* Task statement
For the word "main", find each line in the entries where it occurs and copy that line.
───── Available records ─────
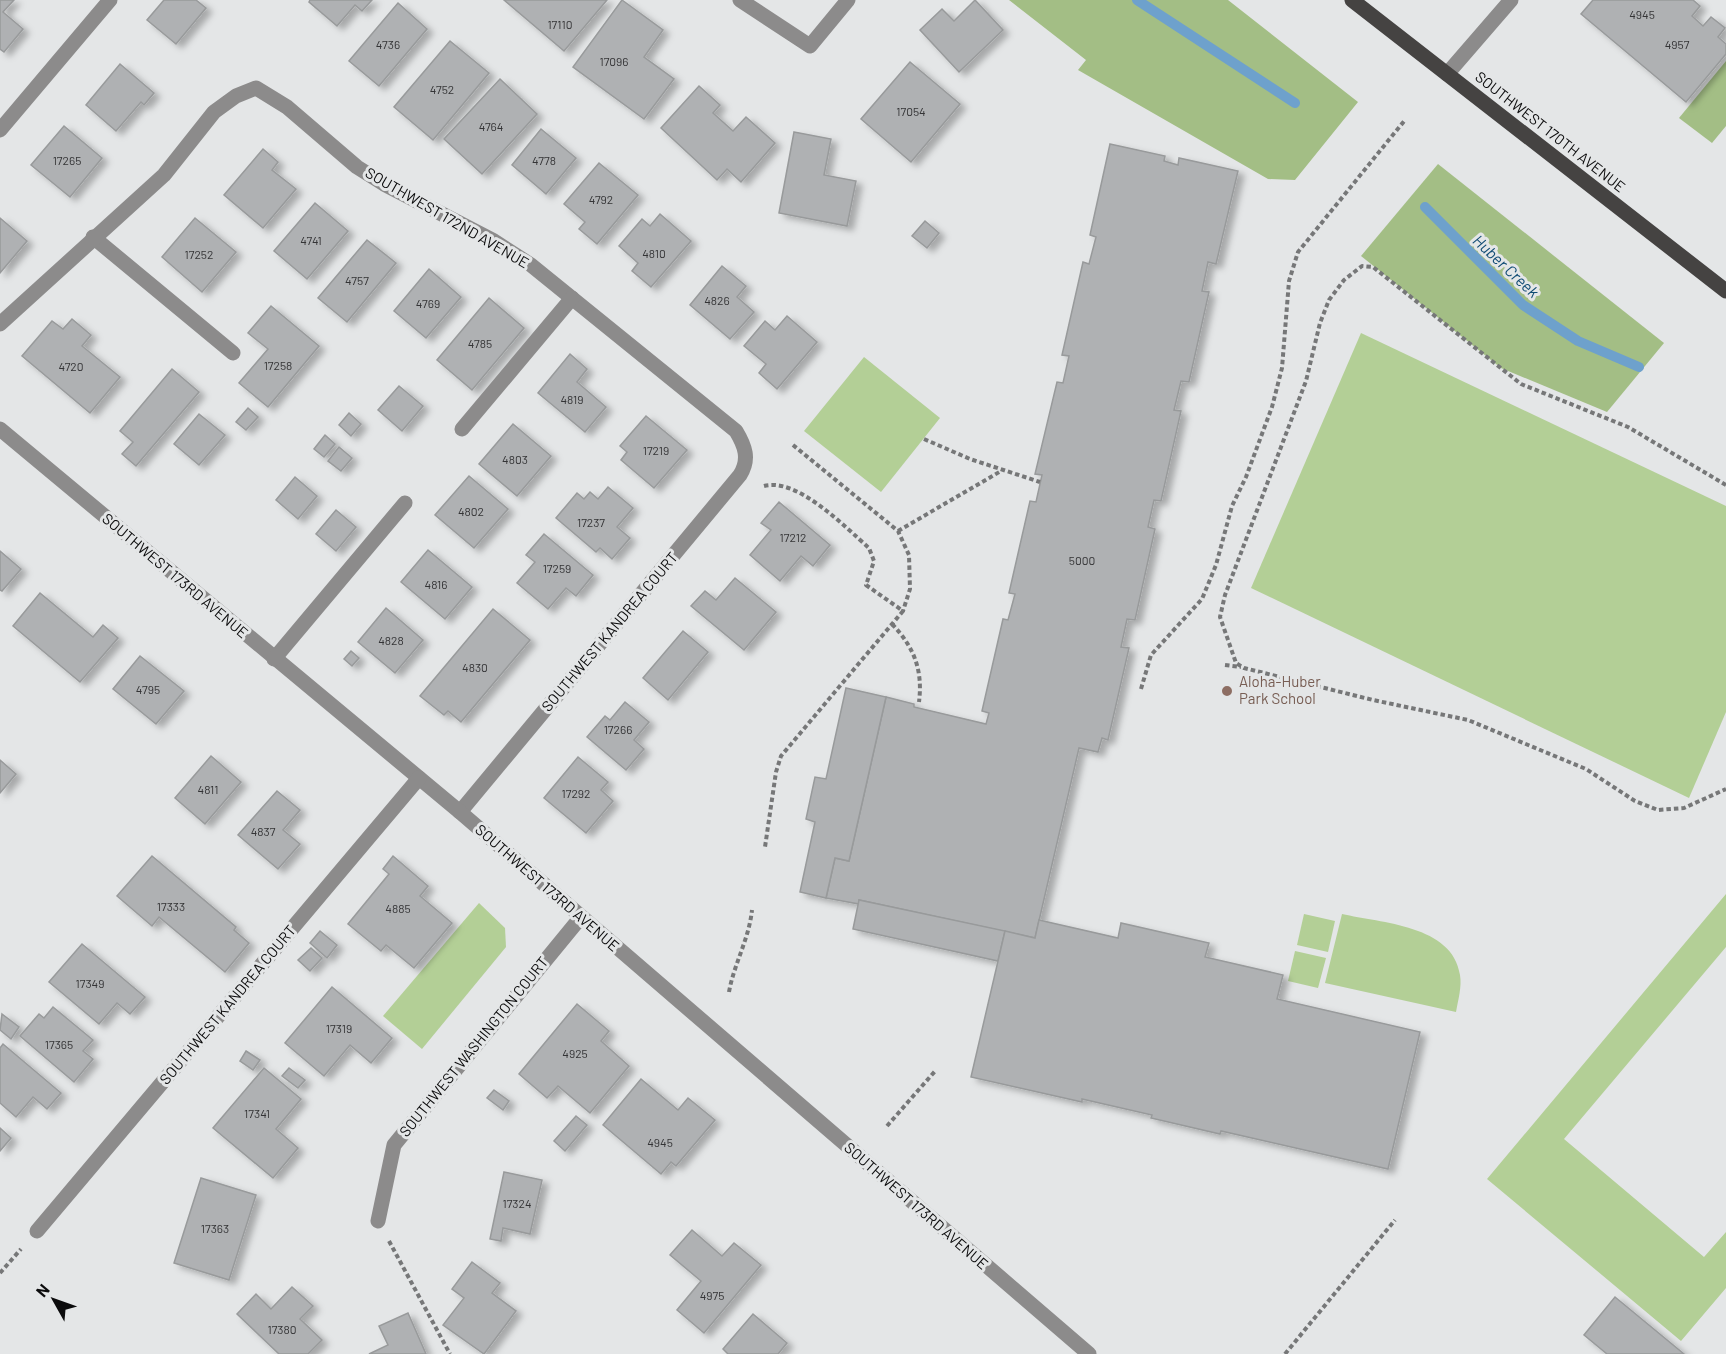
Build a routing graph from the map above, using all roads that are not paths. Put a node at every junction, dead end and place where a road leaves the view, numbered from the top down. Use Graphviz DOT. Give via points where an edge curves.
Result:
graph roads {
  1 [pos="110,0"];
  2 [pos="740,0"];
  3 [pos="848,0"];
  4 [pos="1352,0"];
  5 [pos="1511,0"];
  6 [pos="1447,74"];
  7 [pos="0,130"];
  8 [pos="93,237"];
  9 [pos="1726,291"];
  10 [pos="572,298"];
  11 [pos="0,324"];
  12 [pos="233,353"];
  13 [pos="0,429"];
  14 [pos="462,429"];
  15 [pos="743,470"];
  16 [pos="405,503"];
  17 [pos="274,659"];
  18 [pos="419,778"];
  19 [pos="460,812"];
  20 [pos="581,918"];
  21 [pos="378,1221"];
  22 [pos="37,1232"];
  23 [pos="1089,1354"];
  1 -- 7 [label="street"];
  2 -- 3 [label="street" via="810,46"];
  4 -- 6 [label="main road, SOUTHWEST 170TH AVENUE"];
  5 -- 6 [label="street"];
  6 -- 9 [label="main road, SOUTHWEST 170TH AVENUE"];
  8 -- 10 [label="street, SOUTHWEST 172ND AVENUE" via="164,175 214,112 256,88 287,107 357,167 494,241"];
  8 -- 11 [label="street"];
  8 -- 12 [label="street"];
  10 -- 14 [label="street"];
  10 -- 15 [label="street, SOUTHWEST 172ND AVENUE" via="726,420 744,446 747,464"];
  13 -- 17 [label="street, SOUTHWEST 173RD AVENUE"];
  15 -- 19 [label="street, SOUTHWEST KANDREA COURT"];
  16 -- 17 [label="street"];
  17 -- 18 [label="street, SOUTHWEST 173RD AVENUE"];
  18 -- 19 [label="street, SOUTHWEST 173RD AVENUE"];
  18 -- 22 [label="street, SOUTHWEST KANDREA COURT"];
  19 -- 20 [label="street, SOUTHWEST 173RD AVENUE"];
  20 -- 21 [label="street, SOUTHWEST WASHINGTON COURT" via="394,1145"];
  20 -- 23 [label="street, SOUTHWEST 173RD AVENUE"];
}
─────
* Response to this task
  4 -- 6 [label="main road, SOUTHWEST 170TH AVENUE"];
  6 -- 9 [label="main road, SOUTHWEST 170TH AVENUE"];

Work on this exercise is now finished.